The Cyrillic block — U+0400 through U+04FF, 256 codepoints — encodes the script that grew out of the ninth-century mission of the Byzantine brothers Constantine (later Saint Cyril) and Methodius to the Slavs of Great Moravia. The brothers themselves devised Glagolitic, a more ornate script; the alphabet that came to bear Cyril's name was developed shortly afterward by their disciples at the Preslav Literary School in Bulgaria, drawing letter shapes directly from Greek uncials and inventing new letters for sounds Greek did not represent. From there it spread north and east with the Orthodox Church, becoming the script of Kievan Rus', of Serbia and Bulgaria, and eventually of an empire that stretched from Warsaw to Vladivostok.
About this block
The shape of modern Cyrillic owes as much to Peter the Great as to Cyril. In 1708 the tsar imposed the Гражданский шрифт ("civil script") reform, deliberately secularising the alphabet by redrawing the letters along Latin-Antiqua proportions, dropping several archaic forms, and reserving the older Church Slavonic letterforms for liturgical use. The result is the visual register Russian readers still recognise today: an alphabet that looks Western in its proportions but Eastern in its repertoire. The Soviet alphabet reforms of 1917–1929 trimmed the Russian set further, removing і, ѣ (yat), ѳ (fita), and ѵ (izhitsa) — letters that had survived only as etymological spellings. Ukrainian retained і; Bulgarian kept ѣ in some uses until its own 1945 reform; and the dropped letters live on in Unicode as historic codepoints so digitised pre-revolutionary texts can still be encoded faithfully.

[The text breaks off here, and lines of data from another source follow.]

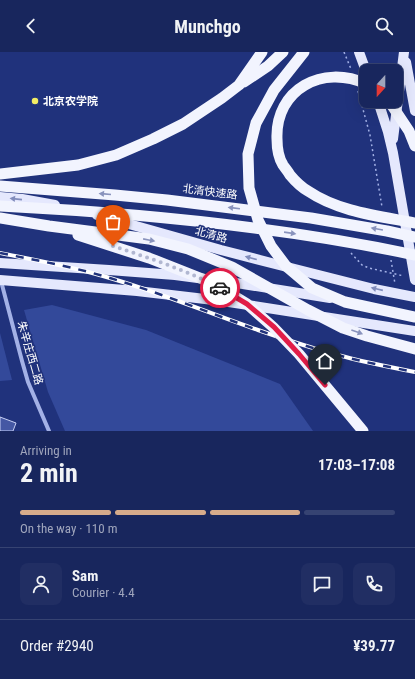 <!DOCTYPE html>
<html lang="en">
<head>
<meta charset="utf-8">
<style>
  body { margin:0; font-family:"Roboto Condensed","Noto Sans SC",sans-serif; background:#212e63; color:#f1f3f6; height:100vh; display:flex; flex-direction:column; font-size:15px; white-space:nowrap }
  * { box-sizing:border-box; margin:0 }
  p { font-size:13px; color:#9fa5bc }
  .icon { flex:none; width:22px; height:22px; fill:none; stroke:currentColor; stroke-width:2; stroke-linecap:round; stroke-linejoin:round }
  .map { position:relative; height:379px; overflow:hidden }
  .panel { display:flex; flex-direction:column; background:#18265d; flex:1 }
  .panel>* { flex:none }
  .needle { width:26px; rotate:201deg }
  .controls { position:absolute; left:359px; top:12px; display:grid; gap:8px }
  .controls a { display:grid; place-items:center; width:44px; height:44px; border-radius:8px; background:#18265d; box-shadow:0 4px 16px #0002,0 0 0 1px #364372; font-size:20px }
  .pin { position:absolute; display:grid; place-items:center; width:34px; height:34px; color:#fff; margin:-41px -17px; border-radius:50% 50% 50% 0; rotate:-45deg; box-shadow:0 0 4px #0007 }
  .pin .icon { rotate:45deg }
  .courier { position:absolute; display:grid; place-items:center; width:40px; height:40px; margin:-20px; border:3px solid #e11d48; border-radius:50%; background:#fff; color:#222; box-shadow:0 1px 5px #0007 }
  .summary em { font-style:normal; font-weight:700 }
  .summary div { display:flex; flex-direction:column-reverse }
  .summary { display:flex; align-items:center; justify-content:space-between; height:68px; padding:0 20px }
  h1 { font-size:26px; font-weight:700; line-height:30px }
  .bar { display:grid; grid-template-columns:repeat(4,1fr); gap:6px 4px; align-content:center; height:48px; padding:0 20px }
  .bar i { height:5px; border-radius:3px; background:#364372 }
  .bar .on { background:#d6ab8b }
  .bar p { grid-column:span 4 }
  .line { display:flex; align-items:center; gap:10px; padding:0 20px; border-top:1px solid #364372 }
  .line div { flex:1 }
  .round { display:grid; place-items:center; flex:none; width:42px; height:42px; border-radius:8px; background:#212e63 }
  header { display:flex; justify-content:space-between; align-items:center; height:52px; padding:0 20px; background:#18265d; font-size:18px; font-weight:700 }
  .map>svg:first-child { display:block }
</style>
</head>
<body>
<header><svg class="icon" aria-label="back" viewBox="0 0 24 24"><path d="M15 5l-7 7 7 7"/></svg>Munchgo<svg class="icon" aria-label="search" viewBox="0 0 24 24"><circle cx="10" cy="10" r="6"/><path d="M15 15l6 6"/></svg></header>
<div class="map">
<svg width="415" height="379" viewBox="0 0 415 379">
  <rect width="100%" height="100%" fill="#20327c"/>
  <g fill="#33499a">
    <polygon points="52,253 146,278 280,332 313,379 65,379 48,340 24,258"/>
    <polygon points="0,281 12,328 0,329"/>
  </g>
  <polygon fill="#4558a4" stroke="#c7d0f5" points="0,365 16,371 13,379 0,379"/>
  <g fill="none" stroke-linecap="round" stroke-linejoin="round">
    <g stroke="#a3b1e6" stroke-width="1.5" stroke-dasharray="2 3" stroke-linecap="butt">
      <polyline points="344,0 351,17"/>
      <polyline points="358,39 370,83 382,155"/>
      <polyline points="351,201 362,213 369,216 404,224"/>
      <polyline points="391,208 395,232"/>
    </g>
    <polyline stroke="#a3b1e6" stroke-width="4" points="1,229 22,309 28,330 49,379"/>
    <g stroke="#e5e8fd" stroke-width="10">
      <polyline points="359,0 366,19"/>
      <polyline points="406,10 415,59"/>
      <polyline points="378,49 388,80 393,101 415,228"/>
      <polyline points="393,87 404,0"/>
      <polyline points="0,145 22,147 55,153"/>
      <polyline points="97,163 221,198 283,214 374,237 415,245"/>
      <polyline points="0,211 109,218 175,223 243,232 330,246"/>
      <polyline points="0,228 137,239 222,249 415,279"/>
    </g>
    <g stroke="#f2f4fe" stroke-width="11">
      <polyline points="244,30 268,14 283,0"/>
      <polyline points="0,122 78,113 116,103 153,87 183,72 222,46 239,33 262,0"/>
    </g>
    <g stroke="#fff" stroke-width="4">
      <path id="rail" d="M0 201C35 208 69 214 103 224 156 239 206 260 258 278 284 287 311 296 338 303 363 310 389 315 415 320"/>
    </g>
    <use href="#rail" stroke="#20327c" stroke-width="2.5" stroke-dasharray="8" stroke-linecap="butt"/>
    <g stroke="#f2f4fe" stroke-width="11">
      <polyline points="304,0 274,38 256,71 248,102 249,136 258,168 271,194 286,214 312,236 345,250 415,265"/>
      <path d="M366 32C323 12 275 37 277 87 277 96 278 105 283 113 285 116 288 119 290 123 295 129 301 135 308 139 339 160 379 164 415 171"/>
      <polyline points="389,49 409,79 415,94"/>
      <polyline points="0,134 115,143 167,148 311,166 387,179 415,185"/>
      <path d="M0 154C139 161 279 174 415 203"/>
      <polyline points="0,166 49,174 149,187 188,197 232,215 308,258 343,276 367,284 415,297"/>
      <polyline points="78,183 149,206 205,228 229,241 247,252 273,275 299,302 363,379"/>
    </g>
  </g>
  <defs><path id="oneway-solid" d="M-6-.8H1V-3.2L6.5 0L1 3.2V.8H-6Z"/></defs>
  <g fill="#8993bd">
    <use href="#oneway-solid" transform="translate(105 142) rotate(-175)"/>
    <use href="#oneway-solid" transform="translate(234 156) rotate(-173)"/>
    <use href="#oneway-solid" transform="translate(377 177) rotate(-170)"/>
    <use href="#oneway-solid" transform="translate(290 181) rotate(8)"/>
    <use href="#oneway-solid" transform="translate(149 188) rotate(11)"/>
    <use href="#oneway-solid" transform="translate(357 280) rotate(20)"/>
  </g>
  <g fill="#828dbc">
    <use href="#oneway-solid" transform="translate(16 147) rotate(-174)"/>
    <use href="#oneway-solid" transform="translate(251 206) rotate(-165)"/>
    <use href="#oneway-solid" transform="translate(377 237) rotate(-167)"/>
  </g>
  <g fill="none" stroke-linecap="round" stroke-linejoin="round">
    <path stroke="#b1b7d1" stroke-width="4" stroke-dasharray="0 7.2" d="M113 194C149 206 186 218 220 236"/>
    <polyline stroke="#e11d48" stroke-width="5" points="220,236 247,252 274,275 299,302 325,333"/>
  </g>
  <circle fill="#f3ed64" stroke="#20327c" stroke-width="1.5" cx="35" cy="49" r="4"/>
  <g text-anchor="middle" dominant-baseline="central" stroke-width="3" stroke-linejoin="round" paint-order="stroke">
    <g font-size="11" font-weight="bold" fill="#fff" stroke="#20327c" text-anchor="start">
      <text x="43" y="49">北京农学院</text>
    </g>
    <g font-size="11" fill="#fff" stroke="#20327c">
      <text transform="translate(210 140) rotate(7)">北清快速路</text>
      <text transform="translate(211 183) rotate(15)">北清路</text>
      <text transform="translate(30 301) rotate(74)">朱辛庄西二路</text>
    </g>
  </g>
</svg>
<div class="controls">
<a><svg class="needle" viewBox="-14 -14 28 28"><path d="M0-13l5 13h-10z" fill="#e53935"/><path d="M0 13l5-13h-10z" fill="#9fa5bc"/></svg></a>
</div>
<div class="pin" style="left:113px;top:194px;background:#ea580c"><svg class="icon" aria-label="bag" viewBox="0 0 24 24"><path d="M5 8h14l-1 12H6zM9 8a3 3 0 0 1 6 0"/></svg></div>
<div class="pin" style="left:325px;top:333px;background:#1f2937"><svg class="icon" aria-label="home" viewBox="0 0 24 24"><path d="M3 11l9-7 9 7M6 9v11h12V9"/></svg></div>
<div class="courier" style="left:220px;top:236px"><svg class="icon" aria-label="car" viewBox="0 0 24 24"><path d="M5 17H2v-5l4-1 3-4h7l3 4 3 1v5h-3M9 17h6M6 11h13"/><circle cx="7" cy="17" r="2"/><circle cx="17" cy="17" r="2"/></svg></div>
</div>
<section class="panel">
<div class="summary"><div><h1>2 min</h1><p>Arriving in</p></div><em>17:03–17:08</em></div>
<div class="bar"><i class="on"></i><i class="on"></i><i class="on"></i><i></i><p>On the way · 110 m</p></div>
<div class="line" style="height:72px"><a class="round"><svg class="icon" aria-label="person" viewBox="0 0 24 24"><circle cx="12" cy="8" r="4"/><path d="M4 21q1-7 8-7t8 7"/></svg></a><div><b>Sam</b><p>Courier · 4.4</p></div><a class="round"><svg class="icon" aria-label="chat" viewBox="0 0 24 24"><path d="M4 5h16v11H9l-5 4z"/></svg></a><a class="round"><svg class="icon" aria-label="phone" viewBox="0 0 24 24"><path d="M5 4h4l2 5-3 2q2 4 5 5l2-3 5 2v4C11 20 4 13 5 4z"/></svg></a></div>
<div class="line" style="height:52px"><div>Order #2940</div><b>¥39.77</b></div>
</section>
</body>
</html>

The block was added to Unicode 1.0 in 1991 and corresponds roughly to ISO 8859-5 and to KOI8-R, the de-facto Russian codepage on early Soviet computers. Uppercase Russian Cyrillic occupies U+0410–U+042F (А Б В Г Д Е Ж З И Й К Л М Н О П Р С Т У Ф Х Ц Ч Ш Щ Ъ Ы Ь Э Ю Я); lowercase runs U+0430–U+044F. Above that range live the letters needed by other Cyrillic-script languages: Ukrainian Ґ, Є, І, Ї; Belarusian Ў; Serbian Ј, Љ, Њ, Ћ, Џ; Macedonian Ѕ, Ќ, Ѓ; and the historically Russian Ё U+0401 / ё U+0451 placed at the top of the block, separated from the rest of the alphabet because pre-Unicode codepages encoded it inconsistently. Below U+0410 sit additional non-Russian letters and the historic letters Ѣ ѣ (yat), Ѳ ѳ (fita), and Ѵ ѵ (izhitsa). The remainder of the block holds Cyrillic letters used by Caucasian languages such as Abkhaz and Chechen, by Siberian languages such as Yakut, Buryat, and Chukchi, and by Central Asian languages including Kazakh, Kyrgyz, Tajik, and Bashkir.
Cyrillic is one of the scripts most actively extended by Unicode. The original 256 codepoints proved insufficient as more languages were standardised, and four supplementary blocks were added: Cyrillic Supplement at U+0500–U+052F, Cyrillic Extended-A at U+2DE0–U+2DFF (combining letters used in Old Church Slavonic manuscripts), Cyrillic Extended-B at U+A640–U+A69F (more historic and minority-language letters), and Cyrillic Extended-C at U+1C80–U+1C8F (a small set of Old Church Slavonic letterforms added in 2016). Together these encode more than 440 Cyrillic codepoints.
One subtlety to know about Cyrillic in practice: many of its letters are visually indistinguishable from Latin letters in most fonts but live at entirely different codepoints. Cyrillic а U+0430, е U+0435, о U+043E, р U+0440, с U+0441, у U+0443, and х U+0445 look almost identical to Latin a, e, o, p, c, y, and x at U+0061, U+0065, U+006F, U+0070, U+0063, U+0079, U+0078. This visual overlap is the basis of the IDN homograph attack, in which a domain like аррlе.com (with all-Cyrillic letters) is registered to impersonate apple.com. Browsers and registrars now apply restrictions from Unicode normalization and IDN policy to refuse mixed-script labels in most cases, but the underlying confusable set is structural — it cannot be removed without breaking either script.